> _Saved data entries_
----------

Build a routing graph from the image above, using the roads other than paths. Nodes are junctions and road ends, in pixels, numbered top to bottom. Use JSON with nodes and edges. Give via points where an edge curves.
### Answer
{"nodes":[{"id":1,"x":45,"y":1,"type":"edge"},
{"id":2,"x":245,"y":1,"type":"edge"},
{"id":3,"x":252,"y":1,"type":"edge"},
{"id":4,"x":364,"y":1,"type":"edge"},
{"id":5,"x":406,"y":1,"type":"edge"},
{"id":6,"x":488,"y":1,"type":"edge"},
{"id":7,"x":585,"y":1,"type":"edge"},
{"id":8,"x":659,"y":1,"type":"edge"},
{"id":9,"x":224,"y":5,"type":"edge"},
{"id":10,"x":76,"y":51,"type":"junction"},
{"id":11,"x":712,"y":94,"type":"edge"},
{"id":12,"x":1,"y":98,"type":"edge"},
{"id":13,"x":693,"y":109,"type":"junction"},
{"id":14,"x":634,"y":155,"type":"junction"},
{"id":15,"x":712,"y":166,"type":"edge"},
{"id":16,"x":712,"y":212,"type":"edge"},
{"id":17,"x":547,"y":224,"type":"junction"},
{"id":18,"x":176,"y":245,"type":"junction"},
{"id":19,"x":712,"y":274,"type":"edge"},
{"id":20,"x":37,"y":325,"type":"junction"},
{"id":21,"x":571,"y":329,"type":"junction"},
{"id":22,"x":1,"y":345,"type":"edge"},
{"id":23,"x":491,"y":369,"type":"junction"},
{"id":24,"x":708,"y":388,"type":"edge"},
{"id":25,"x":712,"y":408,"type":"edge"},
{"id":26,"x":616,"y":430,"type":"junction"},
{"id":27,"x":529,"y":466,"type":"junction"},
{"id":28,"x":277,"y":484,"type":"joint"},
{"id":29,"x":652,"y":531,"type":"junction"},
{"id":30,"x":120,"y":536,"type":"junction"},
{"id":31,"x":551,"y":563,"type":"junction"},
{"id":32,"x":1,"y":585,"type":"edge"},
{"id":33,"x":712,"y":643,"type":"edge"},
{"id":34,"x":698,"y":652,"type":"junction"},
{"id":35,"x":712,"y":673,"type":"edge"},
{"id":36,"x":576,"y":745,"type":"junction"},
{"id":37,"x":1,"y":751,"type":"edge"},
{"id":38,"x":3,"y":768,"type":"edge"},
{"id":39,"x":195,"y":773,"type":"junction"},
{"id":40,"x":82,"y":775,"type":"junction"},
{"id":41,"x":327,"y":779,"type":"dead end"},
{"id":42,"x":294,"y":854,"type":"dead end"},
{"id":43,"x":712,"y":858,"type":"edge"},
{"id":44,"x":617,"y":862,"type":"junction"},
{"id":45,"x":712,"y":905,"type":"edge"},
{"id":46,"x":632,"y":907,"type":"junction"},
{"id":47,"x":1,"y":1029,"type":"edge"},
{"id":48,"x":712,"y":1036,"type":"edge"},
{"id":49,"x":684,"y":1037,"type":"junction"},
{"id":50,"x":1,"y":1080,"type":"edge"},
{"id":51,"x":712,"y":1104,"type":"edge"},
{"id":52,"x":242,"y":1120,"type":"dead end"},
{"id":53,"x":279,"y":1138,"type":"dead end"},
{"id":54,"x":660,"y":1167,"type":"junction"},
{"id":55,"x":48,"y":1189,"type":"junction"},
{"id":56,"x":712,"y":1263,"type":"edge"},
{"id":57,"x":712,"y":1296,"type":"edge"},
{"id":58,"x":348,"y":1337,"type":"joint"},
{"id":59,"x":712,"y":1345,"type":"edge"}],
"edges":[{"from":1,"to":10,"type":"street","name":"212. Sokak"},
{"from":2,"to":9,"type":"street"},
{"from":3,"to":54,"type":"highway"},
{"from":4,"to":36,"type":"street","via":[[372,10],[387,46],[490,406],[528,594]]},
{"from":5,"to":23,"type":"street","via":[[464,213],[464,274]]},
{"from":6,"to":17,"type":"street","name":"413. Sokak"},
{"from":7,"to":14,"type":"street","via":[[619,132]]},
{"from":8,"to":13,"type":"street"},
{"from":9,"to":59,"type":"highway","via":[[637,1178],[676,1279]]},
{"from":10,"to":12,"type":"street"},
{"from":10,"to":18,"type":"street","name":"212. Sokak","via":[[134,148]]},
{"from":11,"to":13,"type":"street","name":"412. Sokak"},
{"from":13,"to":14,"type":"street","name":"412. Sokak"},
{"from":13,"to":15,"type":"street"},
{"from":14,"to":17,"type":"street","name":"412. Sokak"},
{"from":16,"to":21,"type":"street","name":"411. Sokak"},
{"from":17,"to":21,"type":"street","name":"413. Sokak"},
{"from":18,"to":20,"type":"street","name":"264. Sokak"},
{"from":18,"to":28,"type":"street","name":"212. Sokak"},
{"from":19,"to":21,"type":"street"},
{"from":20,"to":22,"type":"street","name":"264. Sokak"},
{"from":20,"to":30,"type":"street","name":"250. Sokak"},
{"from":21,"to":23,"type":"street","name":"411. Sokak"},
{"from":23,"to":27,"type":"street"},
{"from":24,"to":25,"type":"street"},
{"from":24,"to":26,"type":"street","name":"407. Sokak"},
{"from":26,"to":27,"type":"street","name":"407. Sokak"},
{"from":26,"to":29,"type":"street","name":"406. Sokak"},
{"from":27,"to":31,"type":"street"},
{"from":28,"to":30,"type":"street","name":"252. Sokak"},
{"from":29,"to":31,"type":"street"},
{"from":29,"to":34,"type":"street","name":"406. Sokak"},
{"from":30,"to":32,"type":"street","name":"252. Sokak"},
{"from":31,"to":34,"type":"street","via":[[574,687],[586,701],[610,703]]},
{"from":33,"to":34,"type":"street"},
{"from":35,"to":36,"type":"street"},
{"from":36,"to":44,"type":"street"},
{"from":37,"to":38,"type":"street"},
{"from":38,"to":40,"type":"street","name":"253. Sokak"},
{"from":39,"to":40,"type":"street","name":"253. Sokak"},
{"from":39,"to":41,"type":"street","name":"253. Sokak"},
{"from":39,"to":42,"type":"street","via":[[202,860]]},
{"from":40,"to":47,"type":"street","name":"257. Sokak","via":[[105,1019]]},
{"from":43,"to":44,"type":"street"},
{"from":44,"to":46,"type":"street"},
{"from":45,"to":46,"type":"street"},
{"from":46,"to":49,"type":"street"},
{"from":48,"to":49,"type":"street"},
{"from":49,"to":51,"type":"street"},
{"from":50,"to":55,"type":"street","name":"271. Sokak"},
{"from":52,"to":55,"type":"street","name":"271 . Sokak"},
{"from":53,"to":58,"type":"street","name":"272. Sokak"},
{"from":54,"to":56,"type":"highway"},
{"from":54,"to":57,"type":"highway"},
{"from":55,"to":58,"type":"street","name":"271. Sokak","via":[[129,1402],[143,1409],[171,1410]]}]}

----------

> _TASK DETAILS_
Repeat all of the data shown above, exactly as it appears.

> _ANSWER SECTION_
Build a routing graph from the image above, using the roads other than paths. Nodes are junctions and road ends, in pixels, numbered top to bottom. Use JSON with nodes and edges. Give via points where an edge curves.
### Answer
{"nodes":[{"id":1,"x":45,"y":1,"type":"edge"},
{"id":2,"x":245,"y":1,"type":"edge"},
{"id":3,"x":252,"y":1,"type":"edge"},
{"id":4,"x":364,"y":1,"type":"edge"},
{"id":5,"x":406,"y":1,"type":"edge"},
{"id":6,"x":488,"y":1,"type":"edge"},
{"id":7,"x":585,"y":1,"type":"edge"},
{"id":8,"x":659,"y":1,"type":"edge"},
{"id":9,"x":224,"y":5,"type":"edge"},
{"id":10,"x":76,"y":51,"type":"junction"},
{"id":11,"x":712,"y":94,"type":"edge"},
{"id":12,"x":1,"y":98,"type":"edge"},
{"id":13,"x":693,"y":109,"type":"junction"},
{"id":14,"x":634,"y":155,"type":"junction"},
{"id":15,"x":712,"y":166,"type":"edge"},
{"id":16,"x":712,"y":212,"type":"edge"},
{"id":17,"x":547,"y":224,"type":"junction"},
{"id":18,"x":176,"y":245,"type":"junction"},
{"id":19,"x":712,"y":274,"type":"edge"},
{"id":20,"x":37,"y":325,"type":"junction"},
{"id":21,"x":571,"y":329,"type":"junction"},
{"id":22,"x":1,"y":345,"type":"edge"},
{"id":23,"x":491,"y":369,"type":"junction"},
{"id":24,"x":708,"y":388,"type":"edge"},
{"id":25,"x":712,"y":408,"type":"edge"},
{"id":26,"x":616,"y":430,"type":"junction"},
{"id":27,"x":529,"y":466,"type":"junction"},
{"id":28,"x":277,"y":484,"type":"joint"},
{"id":29,"x":652,"y":531,"type":"junction"},
{"id":30,"x":120,"y":536,"type":"junction"},
{"id":31,"x":551,"y":563,"type":"junction"},
{"id":32,"x":1,"y":585,"type":"edge"},
{"id":33,"x":712,"y":643,"type":"edge"},
{"id":34,"x":698,"y":652,"type":"junction"},
{"id":35,"x":712,"y":673,"type":"edge"},
{"id":36,"x":576,"y":745,"type":"junction"},
{"id":37,"x":1,"y":751,"type":"edge"},
{"id":38,"x":3,"y":768,"type":"edge"},
{"id":39,"x":195,"y":773,"type":"junction"},
{"id":40,"x":82,"y":775,"type":"junction"},
{"id":41,"x":327,"y":779,"type":"dead end"},
{"id":42,"x":294,"y":854,"type":"dead end"},
{"id":43,"x":712,"y":858,"type":"edge"},
{"id":44,"x":617,"y":862,"type":"junction"},
{"id":45,"x":712,"y":905,"type":"edge"},
{"id":46,"x":632,"y":907,"type":"junction"},
{"id":47,"x":1,"y":1029,"type":"edge"},
{"id":48,"x":712,"y":1036,"type":"edge"},
{"id":49,"x":684,"y":1037,"type":"junction"},
{"id":50,"x":1,"y":1080,"type":"edge"},
{"id":51,"x":712,"y":1104,"type":"edge"},
{"id":52,"x":242,"y":1120,"type":"dead end"},
{"id":53,"x":279,"y":1138,"type":"dead end"},
{"id":54,"x":660,"y":1167,"type":"junction"},
{"id":55,"x":48,"y":1189,"type":"junction"},
{"id":56,"x":712,"y":1263,"type":"edge"},
{"id":57,"x":712,"y":1296,"type":"edge"},
{"id":58,"x":348,"y":1337,"type":"joint"},
{"id":59,"x":712,"y":1345,"type":"edge"}],
"edges":[{"from":1,"to":10,"type":"street","name":"212. Sokak"},
{"from":2,"to":9,"type":"street"},
{"from":3,"to":54,"type":"highway"},
{"from":4,"to":36,"type":"street","via":[[372,10],[387,46],[490,406],[528,594]]},
{"from":5,"to":23,"type":"street","via":[[464,213],[464,274]]},
{"from":6,"to":17,"type":"street","name":"413. Sokak"},
{"from":7,"to":14,"type":"street","via":[[619,132]]},
{"from":8,"to":13,"type":"street"},
{"from":9,"to":59,"type":"highway","via":[[637,1178],[676,1279]]},
{"from":10,"to":12,"type":"street"},
{"from":10,"to":18,"type":"street","name":"212. Sokak","via":[[134,148]]},
{"from":11,"to":13,"type":"street","name":"412. Sokak"},
{"from":13,"to":14,"type":"street","name":"412. Sokak"},
{"from":13,"to":15,"type":"street"},
{"from":14,"to":17,"type":"street","name":"412. Sokak"},
{"from":16,"to":21,"type":"street","name":"411. Sokak"},
{"from":17,"to":21,"type":"street","name":"413. Sokak"},
{"from":18,"to":20,"type":"street","name":"264. Sokak"},
{"from":18,"to":28,"type":"street","name":"212. Sokak"},
{"from":19,"to":21,"type":"street"},
{"from":20,"to":22,"type":"street","name":"264. Sokak"},
{"from":20,"to":30,"type":"street","name":"250. Sokak"},
{"from":21,"to":23,"type":"street","name":"411. Sokak"},
{"from":23,"to":27,"type":"street"},
{"from":24,"to":25,"type":"street"},
{"from":24,"to":26,"type":"street","name":"407. Sokak"},
{"from":26,"to":27,"type":"street","name":"407. Sokak"},
{"from":26,"to":29,"type":"street","name":"406. Sokak"},
{"from":27,"to":31,"type":"street"},
{"from":28,"to":30,"type":"street","name":"252. Sokak"},
{"from":29,"to":31,"type":"street"},
{"from":29,"to":34,"type":"street","name":"406. Sokak"},
{"from":30,"to":32,"type":"street","name":"252. Sokak"},
{"from":31,"to":34,"type":"street","via":[[574,687],[586,701],[610,703]]},
{"from":33,"to":34,"type":"street"},
{"from":35,"to":36,"type":"street"},
{"from":36,"to":44,"type":"street"},
{"from":37,"to":38,"type":"street"},
{"from":38,"to":40,"type":"street","name":"253. Sokak"},
{"from":39,"to":40,"type":"street","name":"253. Sokak"},
{"from":39,"to":41,"type":"street","name":"253. Sokak"},
{"from":39,"to":42,"type":"street","via":[[202,860]]},
{"from":40,"to":47,"type":"street","name":"257. Sokak","via":[[105,1019]]},
{"from":43,"to":44,"type":"street"},
{"from":44,"to":46,"type":"street"},
{"from":45,"to":46,"type":"street"},
{"from":46,"to":49,"type":"street"},
{"from":48,"to":49,"type":"street"},
{"from":49,"to":51,"type":"street"},
{"from":50,"to":55,"type":"street","name":"271. Sokak"},
{"from":52,"to":55,"type":"street","name":"271 . Sokak"},
{"from":53,"to":58,"type":"street","name":"272. Sokak"},
{"from":54,"to":56,"type":"highway"},
{"from":54,"to":57,"type":"highway"},
{"from":55,"to":58,"type":"street","name":"271. Sokak","via":[[129,1402],[143,1409],[171,1410]]}]}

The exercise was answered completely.